**INPUT MATERIAL:**
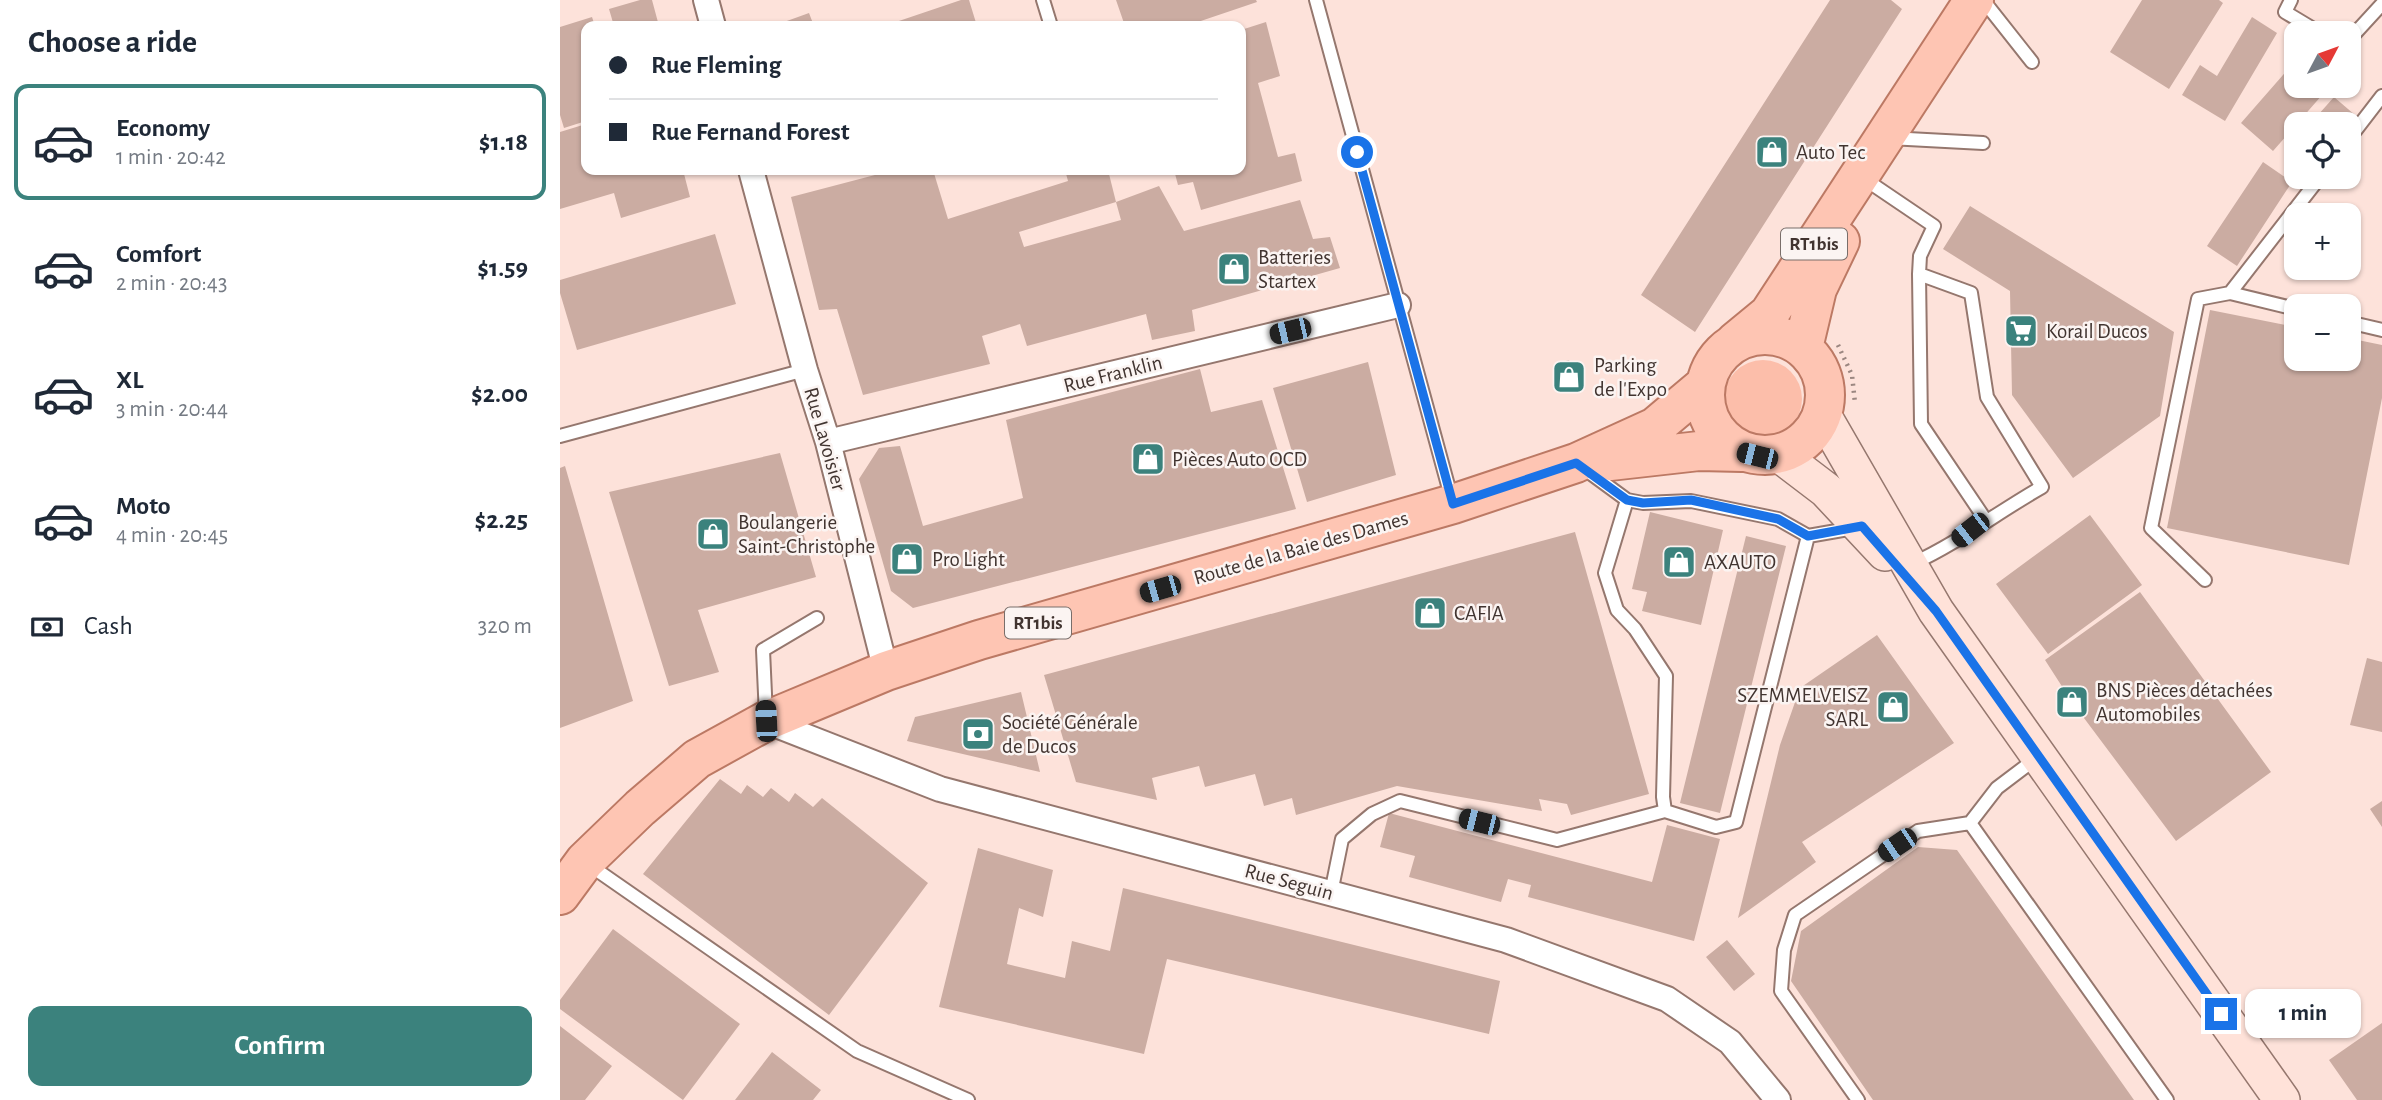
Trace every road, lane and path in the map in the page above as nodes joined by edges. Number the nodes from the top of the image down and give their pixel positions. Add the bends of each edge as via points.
1 (706, 0) edge
2 (1043, 0) edge
3 (1316, 0) edge
4 (1974, 0) edge
5 (1983, 0) edge
6 (2291, 0) edge
7 (2382, 4) edge
8 (712, 21) edge
9 (1049, 21) edge
10 (2300, 21) edge
11 (2361, 27) edge
12 (2032, 62) dead end
13 (2382, 96) edge
14 (2361, 123) edge
15 (1882, 137) junction
16 (1983, 143) dead end
17 (752, 175) edge
18 (1869, 182) junction
19 (2311, 189) edge
20 (1919, 274) junction
21 (2230, 293) junction
22 (1398, 305) junction
23 (2284, 306) edge
24 (2361, 325) edge
25 (2382, 330) edge
26 (1735, 342) junction
27 (1819, 342) junction
28 (804, 370) junction
29 (1705, 385) junction
30 (1839, 413) junction
31 (560, 436) edge
32 (828, 442) junction
33 (1761, 453) junction
34 (1576, 463) junction
35 (1627, 500) junction
36 (1453, 504) junction
37 (1985, 519) junction
38 (1862, 526) junction
39 (1808, 536) junction
40 (1909, 566) junction
41 (2205, 580) dead end
42 (1936, 611) junction
43 (817, 618) dead end
44 (887, 671) junction
45 (766, 721) junction
46 (2039, 757) junction
47 (1665, 811) junction
48 (1970, 822) junction
49 (585, 861) junction
50 (1331, 893) junction
51 (560, 894) edge
52 (968, 1100) edge
53 (1778, 1100) edge
54 (1857, 1100) edge
55 (2167, 1100) edge
56 (2282, 1100) edge

1 - 8 street
2 - 9 lane
3 - 22 lane
4 - 15 main road, RT1bis
5 - 12 lane
6 - 10 lane via 2285,12
7 - 11 lane
13 - 14 lane
15 - 16 lane
15 - 18 main road, RT1bis
15 - 26 main road, RT1bis via 1769,314
17 - 28 street, Rue Lavoisier
18 - 20 lane via 1934,226 1920,256
18 - 27 main road, RT1bis via 1817,289
19 - 21 lane
20 - 37 lane via 1921,424
20 - 37 lane via 1971,293 1987,397 2042,486
21 - 23 lane
21 - 41 lane via 2198,299 2151,528
22 - 32 street, Rue Franklin
22 - 36 lane
24 - 25 lane
26 - 27 main road via 1762,335
26 - 29 main road via 1713,362
27 - 30 main road via 1826,396
27 - 30 path via 1852,376
28 - 31 lane, Rue Lavoisier
28 - 32 street, Rue Lavoisier
29 - 33 main road via 1709,419 1720,437
29 - 34 main road, Route de la Baie des Dames / RT1bis via 1655,427
30 - 33 main road via 1804,443
30 - 40 street
32 - 44 street, Rue Lavoisier
33 - 34 main road, Route de la Baie des Dames / RT1bis via 1699,451
33 - 38 street via 1826,490
34 - 35 lane
34 - 36 main road, Route de la Baie des Dames / RT1bis
35 - 39 lane via 1691,500 1778,519
35 - 47 lane via 1605,573 1617,610 1666,676
36 - 44 main road, Route de la Baie des Dames / RT1bis via 979,640
37 - 40 lane via 1944,549
38 - 39 lane
38 - 42 street
39 - 47 lane via 1736,822 1716,827
40 - 42 street
42 - 46 street
43 - 45 lane via 763,650
44 - 45 main road, Route de la Baie des Dames / RT1bis
45 - 49 main road, Route de la Baie des Dames / RT1bis via 696,759
45 - 50 street, Rue Seguin via 940,789
46 - 48 lane via 1997,788
46 - 56 street
47 - 50 lane via 1557,840 1400,802 1372,814 1342,839
48 - 54 lane via 1918,831 1795,915 1784,950 1781,991
48 - 55 lane
49 - 51 main road, Route de la Baie des Dames / RT1bis
49 - 52 lane via 857,1051
50 - 53 street, Rue Seguin via 1506,940 1667,999 1730,1042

**EXERCISE REQUIREMENTS:**
Show every line of the data in which the word "Baie" appears.

**RESULT OF THIS TASK:**
29 - 34 main road, Route de la Baie des Dames / RT1bis via 1655,427
33 - 34 main road, Route de la Baie des Dames / RT1bis via 1699,451
34 - 36 main road, Route de la Baie des Dames / RT1bis
36 - 44 main road, Route de la Baie des Dames / RT1bis via 979,640
44 - 45 main road, Route de la Baie des Dames / RT1bis
45 - 49 main road, Route de la Baie des Dames / RT1bis via 696,759
49 - 51 main road, Route de la Baie des Dames / RT1bis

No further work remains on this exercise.